About this exercise:
Extract the complete listing and repeat it word for word.

Exercise input:
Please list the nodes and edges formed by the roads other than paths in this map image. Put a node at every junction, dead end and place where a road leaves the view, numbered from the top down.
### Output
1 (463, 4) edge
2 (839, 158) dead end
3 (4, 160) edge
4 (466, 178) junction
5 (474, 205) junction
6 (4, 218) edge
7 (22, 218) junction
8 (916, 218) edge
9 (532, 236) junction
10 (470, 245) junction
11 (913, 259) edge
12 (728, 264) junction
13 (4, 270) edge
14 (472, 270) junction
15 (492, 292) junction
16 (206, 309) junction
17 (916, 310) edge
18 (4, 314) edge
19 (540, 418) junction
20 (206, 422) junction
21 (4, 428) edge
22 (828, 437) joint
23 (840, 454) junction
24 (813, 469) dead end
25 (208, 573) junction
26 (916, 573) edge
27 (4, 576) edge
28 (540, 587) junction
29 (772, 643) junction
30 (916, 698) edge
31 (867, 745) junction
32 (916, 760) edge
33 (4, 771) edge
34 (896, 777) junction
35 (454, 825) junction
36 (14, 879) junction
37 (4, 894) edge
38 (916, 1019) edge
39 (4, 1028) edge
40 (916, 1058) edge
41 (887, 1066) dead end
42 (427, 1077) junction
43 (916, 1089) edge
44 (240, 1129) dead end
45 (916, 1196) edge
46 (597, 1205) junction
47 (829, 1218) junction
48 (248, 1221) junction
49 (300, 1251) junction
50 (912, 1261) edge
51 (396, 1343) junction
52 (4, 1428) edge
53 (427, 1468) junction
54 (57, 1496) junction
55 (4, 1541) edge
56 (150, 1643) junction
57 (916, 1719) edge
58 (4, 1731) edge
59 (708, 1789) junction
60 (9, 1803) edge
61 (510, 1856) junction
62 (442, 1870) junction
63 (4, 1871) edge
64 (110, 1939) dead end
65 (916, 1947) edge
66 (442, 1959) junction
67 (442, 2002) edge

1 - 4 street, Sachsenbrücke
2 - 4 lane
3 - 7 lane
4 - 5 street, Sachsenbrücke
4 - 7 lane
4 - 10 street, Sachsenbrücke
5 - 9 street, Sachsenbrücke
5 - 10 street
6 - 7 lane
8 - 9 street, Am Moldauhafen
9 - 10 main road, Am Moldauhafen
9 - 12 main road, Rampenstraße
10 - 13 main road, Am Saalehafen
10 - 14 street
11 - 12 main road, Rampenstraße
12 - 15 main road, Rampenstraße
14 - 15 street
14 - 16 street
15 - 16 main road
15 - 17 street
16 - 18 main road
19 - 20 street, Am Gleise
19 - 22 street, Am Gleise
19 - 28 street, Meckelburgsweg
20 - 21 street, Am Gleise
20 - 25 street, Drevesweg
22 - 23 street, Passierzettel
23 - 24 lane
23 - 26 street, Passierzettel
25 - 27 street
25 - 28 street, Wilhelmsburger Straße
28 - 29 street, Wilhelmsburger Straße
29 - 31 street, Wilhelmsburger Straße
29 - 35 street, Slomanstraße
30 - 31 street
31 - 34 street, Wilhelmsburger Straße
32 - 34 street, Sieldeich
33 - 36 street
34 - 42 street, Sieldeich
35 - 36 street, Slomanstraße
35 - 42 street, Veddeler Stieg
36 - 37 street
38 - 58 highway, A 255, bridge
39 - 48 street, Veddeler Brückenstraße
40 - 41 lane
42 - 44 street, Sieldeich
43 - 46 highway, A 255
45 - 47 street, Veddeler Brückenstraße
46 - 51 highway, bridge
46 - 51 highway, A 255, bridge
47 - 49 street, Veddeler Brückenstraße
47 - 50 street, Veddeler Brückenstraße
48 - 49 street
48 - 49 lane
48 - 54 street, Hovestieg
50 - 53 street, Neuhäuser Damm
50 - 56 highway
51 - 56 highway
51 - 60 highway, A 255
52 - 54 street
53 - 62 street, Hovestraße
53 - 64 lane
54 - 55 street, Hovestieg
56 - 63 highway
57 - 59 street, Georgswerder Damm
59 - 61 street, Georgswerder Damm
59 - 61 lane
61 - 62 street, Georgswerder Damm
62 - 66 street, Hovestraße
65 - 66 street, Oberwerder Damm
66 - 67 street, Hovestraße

Solution to the exercise:
Please list the nodes and edges formed by the roads other than paths in this map image. Put a node at every junction, dead end and place where a road leaves the view, numbered from the top down.
### Output
1 (463, 4) edge
2 (839, 158) dead end
3 (4, 160) edge
4 (466, 178) junction
5 (474, 205) junction
6 (4, 218) edge
7 (22, 218) junction
8 (916, 218) edge
9 (532, 236) junction
10 (470, 245) junction
11 (913, 259) edge
12 (728, 264) junction
13 (4, 270) edge
14 (472, 270) junction
15 (492, 292) junction
16 (206, 309) junction
17 (916, 310) edge
18 (4, 314) edge
19 (540, 418) junction
20 (206, 422) junction
21 (4, 428) edge
22 (828, 437) joint
23 (840, 454) junction
24 (813, 469) dead end
25 (208, 573) junction
26 (916, 573) edge
27 (4, 576) edge
28 (540, 587) junction
29 (772, 643) junction
30 (916, 698) edge
31 (867, 745) junction
32 (916, 760) edge
33 (4, 771) edge
34 (896, 777) junction
35 (454, 825) junction
36 (14, 879) junction
37 (4, 894) edge
38 (916, 1019) edge
39 (4, 1028) edge
40 (916, 1058) edge
41 (887, 1066) dead end
42 (427, 1077) junction
43 (916, 1089) edge
44 (240, 1129) dead end
45 (916, 1196) edge
46 (597, 1205) junction
47 (829, 1218) junction
48 (248, 1221) junction
49 (300, 1251) junction
50 (912, 1261) edge
51 (396, 1343) junction
52 (4, 1428) edge
53 (427, 1468) junction
54 (57, 1496) junction
55 (4, 1541) edge
56 (150, 1643) junction
57 (916, 1719) edge
58 (4, 1731) edge
59 (708, 1789) junction
60 (9, 1803) edge
61 (510, 1856) junction
62 (442, 1870) junction
63 (4, 1871) edge
64 (110, 1939) dead end
65 (916, 1947) edge
66 (442, 1959) junction
67 (442, 2002) edge

1 - 4 street, Sachsenbrücke
2 - 4 lane
3 - 7 lane
4 - 5 street, Sachsenbrücke
4 - 7 lane
4 - 10 street, Sachsenbrücke
5 - 9 street, Sachsenbrücke
5 - 10 street
6 - 7 lane
8 - 9 street, Am Moldauhafen
9 - 10 main road, Am Moldauhafen
9 - 12 main road, Rampenstraße
10 - 13 main road, Am Saalehafen
10 - 14 street
11 - 12 main road, Rampenstraße
12 - 15 main road, Rampenstraße
14 - 15 street
14 - 16 street
15 - 16 main road
15 - 17 street
16 - 18 main road
19 - 20 street, Am Gleise
19 - 22 street, Am Gleise
19 - 28 street, Meckelburgsweg
20 - 21 street, Am Gleise
20 - 25 street, Drevesweg
22 - 23 street, Passierzettel
23 - 24 lane
23 - 26 street, Passierzettel
25 - 27 street
25 - 28 street, Wilhelmsburger Straße
28 - 29 street, Wilhelmsburger Straße
29 - 31 street, Wilhelmsburger Straße
29 - 35 street, Slomanstraße
30 - 31 street
31 - 34 street, Wilhelmsburger Straße
32 - 34 street, Sieldeich
33 - 36 street
34 - 42 street, Sieldeich
35 - 36 street, Slomanstraße
35 - 42 street, Veddeler Stieg
36 - 37 street
38 - 58 highway, A 255, bridge
39 - 48 street, Veddeler Brückenstraße
40 - 41 lane
42 - 44 street, Sieldeich
43 - 46 highway, A 255
45 - 47 street, Veddeler Brückenstraße
46 - 51 highway, bridge
46 - 51 highway, A 255, bridge
47 - 49 street, Veddeler Brückenstraße
47 - 50 street, Veddeler Brückenstraße
48 - 49 street
48 - 49 lane
48 - 54 street, Hovestieg
50 - 53 street, Neuhäuser Damm
50 - 56 highway
51 - 56 highway
51 - 60 highway, A 255
52 - 54 street
53 - 62 street, Hovestraße
53 - 64 lane
54 - 55 street, Hovestieg
56 - 63 highway
57 - 59 street, Georgswerder Damm
59 - 61 street, Georgswerder Damm
59 - 61 lane
61 - 62 street, Georgswerder Damm
62 - 66 street, Hovestraße
65 - 66 street, Oberwerder Damm
66 - 67 street, Hovestraße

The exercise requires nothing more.